I don’t believe that anyone doesn’t like or enjoy reading, they just haven’t found the right book yet! Visiting a library or a bookshop and asking for advice on books would help the family to choose books to try, if they aren’t the books for you try again! Audio books could also be a good way in, if you enjoyed listening to a certain book, read the next in the series or another book by the same author.
Keep going, if reading, buying books and going to the library is new to your family it might take a while to become part of your everyday routines. But is will be worth it!
What books do you remember from your childhood? Do you have a favourite?
I can remember so many! The ones that really stand out for me are: Charlotte’s Web, Laura Ingalls Wilder, the What Katy Did series, The Worst Witch and The Far Away Tree. I don’t have an absolute favourite, books become memories to me and almost alive. I couldn’t possibly choose!
What was the first book that made you cry?
Strangely, I think it was a junior version of The Return of The Jedi. I remember reading it in my bedroom and crying when Luke and Leia talk about being brother and sister. I think it was the loneliness that Luke felt that struck me. I was a very deep child.
What authors did you dislike at first but grew into?
This is almost unbelievable now, as I am a huge fan (My classroom is Harry themed.) But, J.K. Rowling. I loved Harry as soon as I started to read it, but I was very reluctant. I couldn’t understand the hype – my class at the time literally fought over the classroom copies. My second shocker is Cressida Cowell. My boys love How to Train Your Dragon, but when I tried to read to them, I found the books arduous and tricky to read aloud. I couldn’t get into the audio books either. Then The Wizards of Once happened, again I read it to my boys and fell in love. I am now reading Twice Magic.
What’s your favourite under-appreciated novel?
Siberia by Ann Halam I just find it haunting, it reminds me of His Dark Materials Trilogy.
Have you ever experienced reader’s block?
Yes, but only as an adult. As a child I rarely gave up on a book, I felt once you had started, you had to continue. Now I know quite quickly if a book isn’t for me and just stop. I have gone for periods of time of not reading, the pressure of work has got in the way and I’ve not felt relaxed enough to stop and read. I don’t do that anymore.
Are you drawn to a particular genre or type of book or do you read a variety of genres?

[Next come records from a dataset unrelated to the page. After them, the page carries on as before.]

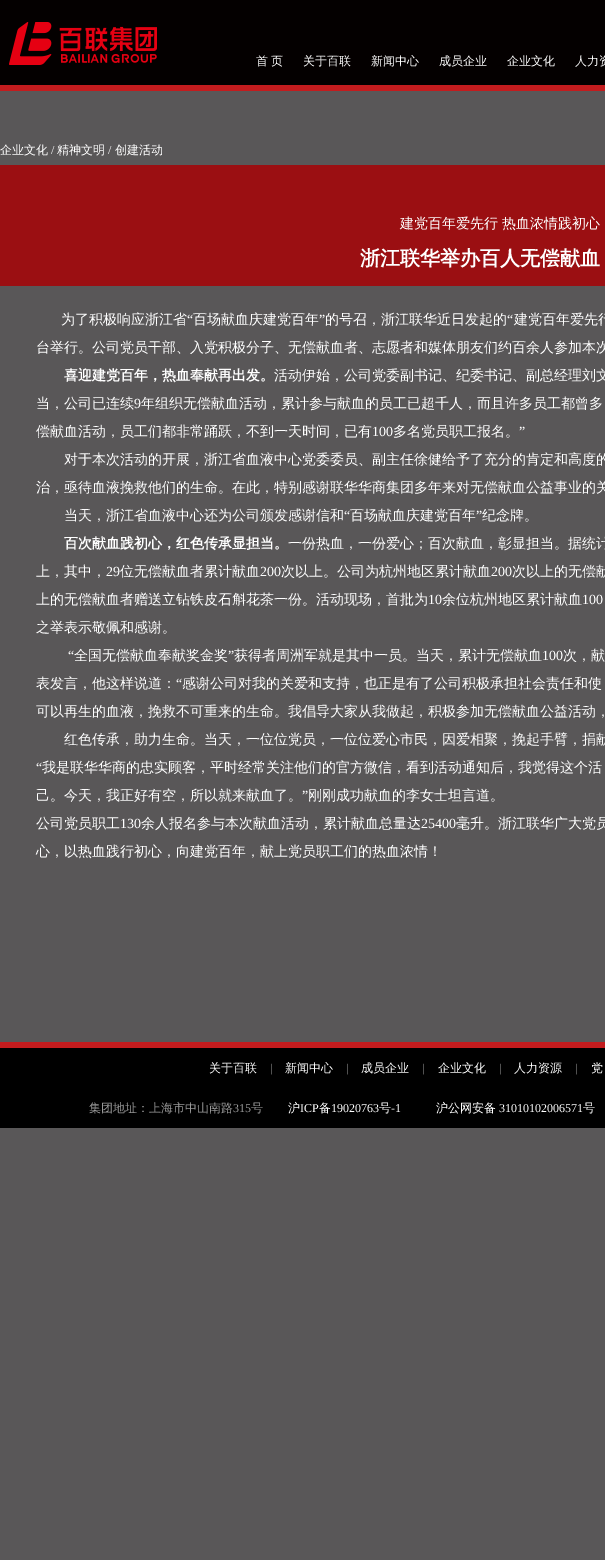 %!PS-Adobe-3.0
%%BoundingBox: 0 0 605 1560
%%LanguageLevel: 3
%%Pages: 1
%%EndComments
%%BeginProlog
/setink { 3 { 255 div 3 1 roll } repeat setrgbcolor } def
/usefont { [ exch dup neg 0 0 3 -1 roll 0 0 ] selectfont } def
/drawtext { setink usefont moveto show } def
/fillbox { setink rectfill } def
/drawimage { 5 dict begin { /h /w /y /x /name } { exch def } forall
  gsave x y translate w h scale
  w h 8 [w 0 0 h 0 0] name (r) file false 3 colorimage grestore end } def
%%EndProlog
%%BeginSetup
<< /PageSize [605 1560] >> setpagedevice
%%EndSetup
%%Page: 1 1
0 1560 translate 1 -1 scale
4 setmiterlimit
0 0 605 1560 89 87 88 fillbox
0 0 605 85 4 0 0 fillbox
0 85 605 6 195 28 30 fillbox
(assets/img1.rgb) 9 22 148 43 drawimage
(首) 256 65 /WenQuanYiZenHei-Medium 12 255 255 255 drawtext
(页) 271 65 /WenQuanYiZenHei-Medium 12 255 255 255 drawtext
(关于百联) 303 65 /WenQuanYiZenHei-Medium 12 255 255 255 drawtext
(新闻中心) 371 65 /WenQuanYiZenHei-Medium 12 255 255 255 drawtext
(成员企业) 439 65 /WenQuanYiZenHei-Medium 12 255 255 255 drawtext
(企业文化) 507 65 /WenQuanYiZenHei-Medium 12 255 255 255 drawtext
(人力资) 575 65 /WenQuanYiZenHei-Medium 12 255 255 255 drawtext
(企业文化) 0 154 /WenQuanYiZenHei-Medium 12 255 255 255 drawtext
(/) 51 154 /LiberationSerif-Regular 12 255 255 255 drawtext
(精神文明) 57 154 /WenQuanYiZenHei-Medium 12 255 255 255 drawtext
(/) 108 154 /LiberationSerif-Regular 12 255 255 255 drawtext
(创建活动) 115 154 /WenQuanYiZenHei-Medium 12 255 255 255 drawtext
0 165 605 121 155 15 18 fillbox
(建党百年爱先行) 400 228 /WenQuanYiZenHei-Medium 14 255 255 255 drawtext
(热血浓情践初心) 502 228 /WenQuanYiZenHei-Medium 14 255 255 255 drawtext
(浙江联华举办百人无偿献血) 360 265 /WenQuanYiZenHei-Bold 20 255 255 255 drawtext
(为了积极响应浙江省) 61 324 /WenQuanYiZenHei-Medium 14 255 255 255 drawtext
(“) 187 324 /LiberationSerif-Regular 14 255 255 255 drawtext
(百场献血庆建党百年) 193 324 /WenQuanYiZenHei-Medium 14 255 255 255 drawtext
(”) 319 324 /LiberationSerif-Regular 14 255 255 255 drawtext
(的号召，浙江联华近日发起的) 325 324 /WenQuanYiZenHei-Medium 14 255 255 255 drawtext
(“) 507 324 /LiberationSerif-Regular 14 255 255 255 drawtext
(建党百年爱先行) 514 324 /WenQuanYiZenHei-Medium 14 255 255 255 drawtext
(台举行。公司党员干部、入党积极分子、无偿献血者、志愿者和媒体朋友们约百余人参加本次) 36 352 /WenQuanYiZenHei-Medium 14 255 255 255 drawtext
(喜迎建党百年，热血奉献再出发。) 64 380 /WenQuanYiZenHei-Bold 14 255 255 255 drawtext
(活动伊始，公司党委副书记、纪委书记、副总经理刘文) 274 380 /WenQuanYiZenHei-Medium 14 255 255 255 drawtext
(当，公司已连续) 36 408 /WenQuanYiZenHei-Medium 14 255 255 255 drawtext
(9) 134 408 /LiberationSerif-Regular 14 255 255 255 drawtext
(年组织无偿献血活动，累计参与献血的员工已超千人，而且许多员工都曾多) 141 408 /WenQuanYiZenHei-Medium 14 255 255 255 drawtext
(偿献血活动，员工们都非常踊跃，不到一天时间，已有) 36 436 /WenQuanYiZenHei-Medium 14 255 255 255 drawtext
(100) 372 436 /LiberationSerif-Regular 14 255 255 255 drawtext
(多名党员职工报名。) 393 436 /WenQuanYiZenHei-Medium 14 255 255 255 drawtext
(”) 519 436 /LiberationSerif-Regular 14 255 255 255 drawtext
(对于本次活动的开展，浙江省血液中心党委委员、副主任徐健给予了充分的肯定和高度的) 64 464 /WenQuanYiZenHei-Medium 14 255 255 255 drawtext
(治，亟待血液挽救他们的生命。在此，特别感谢联华华商集团多年来对无偿献血公益事业的关) 36 492 /WenQuanYiZenHei-Medium 14 255 255 255 drawtext
(当天，浙江省血液中心还为公司颁发感谢信和) 64 520 /WenQuanYiZenHei-Medium 14 255 255 255 drawtext
(“) 344 520 /LiberationSerif-Regular 14 255 255 255 drawtext
(百场献血庆建党百年) 350 520 /WenQuanYiZenHei-Medium 14 255 255 255 drawtext
(”) 476 520 /LiberationSerif-Regular 14 255 255 255 drawtext
(纪念牌。) 482 520 /WenQuanYiZenHei-Medium 14 255 255 255 drawtext
(百次献血践初心，红色传承显担当。) 64 548 /WenQuanYiZenHei-Bold 14 255 255 255 drawtext
(一份热血，一份爱心；百次献血，彰显担当。据统计) 288 548 /WenQuanYiZenHei-Medium 14 255 255 255 drawtext
(上，其中，) 36 576 /WenQuanYiZenHei-Medium 14 255 255 255 drawtext
(29) 106 576 /LiberationSerif-Regular 14 255 255 255 drawtext
(位无偿献血者累计献血) 120 576 /WenQuanYiZenHei-Medium 14 255 255 255 drawtext
(200) 260 576 /LiberationSerif-Regular 14 255 255 255 drawtext
(次以上。公司为杭州地区累计献血) 281 576 /WenQuanYiZenHei-Medium 14 255 255 255 drawtext
(200) 491 576 /LiberationSerif-Regular 14 255 255 255 drawtext
(次以上的无偿献) 512 576 /WenQuanYiZenHei-Medium 14 255 255 255 drawtext
(上的无偿献血者赠送立钻铁皮石斛花茶一份。活动现场，首批为) 36 604 /WenQuanYiZenHei-Medium 14 255 255 255 drawtext
(10) 428 604 /LiberationSerif-Regular 14 255 255 255 drawtext
(余位杭州地区累计献血) 442 604 /WenQuanYiZenHei-Medium 14 255 255 255 drawtext
(100) 582 604 /LiberationSerif-Regular 14 255 255 255 drawtext
(之举表示敬佩和感谢。) 36 632 /WenQuanYiZenHei-Medium 14 255 255 255 drawtext
(“) 68 660 /LiberationSerif-Regular 14 255 255 255 drawtext
(全国无偿献血奉献奖金奖) 74 660 /WenQuanYiZenHei-Medium 14 255 255 255 drawtext
(”) 228 660 /LiberationSerif-Regular 14 255 255 255 drawtext
(获得者周洲军就是其中一员。当天，累计无偿献血) 234 660 /WenQuanYiZenHei-Medium 14 255 255 255 drawtext
(100) 542 660 /LiberationSerif-Regular 14 255 255 255 drawtext
(次，献) 563 660 /WenQuanYiZenHei-Medium 14 255 255 255 drawtext
(表发言，他这样说道：) 36 688 /WenQuanYiZenHei-Medium 14 255 255 255 drawtext
(“) 176 688 /LiberationSerif-Regular 14 255 255 255 drawtext
(感谢公司对我的关爱和支持，也正是有了公司积极承担社会责任和使) 182 688 /WenQuanYiZenHei-Medium 14 255 255 255 drawtext
(可以再生的血液，挽救不可重来的生命。我倡导大家从我做起，积极参加无偿献血公益活动，) 36 716 /WenQuanYiZenHei-Medium 14 255 255 255 drawtext
(红色传承，助力生命。当天，一位位党员，一位位爱心市民，因爱相聚，挽起手臂，捐献) 64 744 /WenQuanYiZenHei-Medium 14 255 255 255 drawtext
(“) 36 772 /LiberationSerif-Regular 14 255 255 255 drawtext
(我是联华华商的忠实顾客，平时经常关注他们的官方微信，看到活动通知后，我觉得这个活) 42 772 /WenQuanYiZenHei-Medium 14 255 255 255 drawtext
(己。今天，我正好有空，所以就来献血了。) 36 800 /WenQuanYiZenHei-Medium 14 255 255 255 drawtext
(”) 302 800 /LiberationSerif-Regular 14 255 255 255 drawtext
(刚刚成功献血的李女士坦言道。) 308 800 /WenQuanYiZenHei-Medium 14 255 255 255 drawtext
(公司党员职工) 36 828 /WenQuanYiZenHei-Medium 14 255 255 255 drawtext
(130) 120 828 /LiberationSerif-Regular 14 255 255 255 drawtext
(余人报名参与本次献血活动，累计献血总量达) 141 828 /WenQuanYiZenHei-Medium 14 255 255 255 drawtext
(25400) 421 828 /LiberationSerif-Regular 14 255 255 255 drawtext
(毫升。浙江联华广大党员) 456 828 /WenQuanYiZenHei-Medium 14 255 255 255 drawtext
(心，以热血践行初心，向建党百年，献上党员职工们的热血浓情！) 36 856 /WenQuanYiZenHei-Medium 14 255 255 255 drawtext
0 1048 605 80 0 0 0 fillbox
0 1042 605 6 195 28 30 fillbox
(关于百联) 209 1072 /WenQuanYiZenHei-Medium 12 255 255 255 drawtext
(|) 270 1072 /LiberationSerif-Regular 12 153 153 153 drawtext
(新闻中心) 285 1072 /WenQuanYiZenHei-Medium 12 255 255 255 drawtext
(|) 346 1072 /LiberationSerif-Regular 12 153 153 153 drawtext
(成员企业) 361 1072 /WenQuanYiZenHei-Medium 12 255 255 255 drawtext
(|) 422 1072 /LiberationSerif-Regular 12 153 153 153 drawtext
(企业文化) 438 1072 /WenQuanYiZenHei-Medium 12 255 255 255 drawtext
(|) 499 1072 /LiberationSerif-Regular 12 153 153 153 drawtext
(人力资源) 514 1072 /WenQuanYiZenHei-Medium 12 255 255 255 drawtext
(|) 575 1072 /LiberationSerif-Regular 12 153 153 153 drawtext
(党) 591 1072 /WenQuanYiZenHei-Medium 12 255 255 255 drawtext
(集团地址：上海市中山南路) 89 1112 /WenQuanYiZenHei-Medium 12 153 153 153 drawtext
(315) 233 1112 /LiberationSerif-Regular 12 153 153 153 drawtext
(号) 251 1112 /WenQuanYiZenHei-Medium 12 153 153 153 drawtext
(沪) 288 1112 /WenQuanYiZenHei-Medium 12 255 255 255 drawtext
(ICP) 300 1112 /LiberationSerif-Regular 12 255 255 255 drawtext
(备) 319 1112 /WenQuanYiZenHei-Medium 12 255 255 255 drawtext
(19020763) 331 1112 /LiberationSerif-Regular 12 255 255 255 drawtext
(号) 379 1112 /WenQuanYiZenHei-Medium 12 255 255 255 drawtext
(-1) 391 1112 /LiberationSerif-Regular 12 255 255 255 drawtext
(沪公网安备) 436 1112 /WenQuanYiZenHei-Medium 12 255 255 255 drawtext
(31010102006571) 499 1112 /LiberationSerif-Regular 12 255 255 255 drawtext
(号) 583 1112 /WenQuanYiZenHei-Medium 12 255 255 255 drawtext
showpage
%%EOF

I love to read children’s and YA books. I hardly ever read “grown up books”. I’m a sucker for a good picture book, however my absolute love is magic/fantasy.
What book are you currently reading?
At school in our daily reading sessions, I am reading Twice Magic by Cressida Cowell. At home I am reading The Cruel Prince by Holly Black.
Where’s your favourite place to read?
Anywhere really. I do love reading in bed, at the beach and in the bath.
Which three books would you recommend to primary school aged children and why?
Odd Dog Out by Rod Biddulph. It rhymes, it is fun to read and listen to. The illustrations are beautiful and the message is wonderful.
Wizards of Once by Cressida Cowell. The characters are brilliant and lovable, the language Cressida uses is fantastic and it’s just a great magical adventure story.
Boy by Roald Dahl is just a pleasure to read, his stories are funny, sad, fascinating and a marvellous insight into his life.
Finally: in one sentence, what does reading for pleasure mean to you?
Necessity, sanity, enjoyment, imagination, reading for pleasure is an integral part of my life and my personality.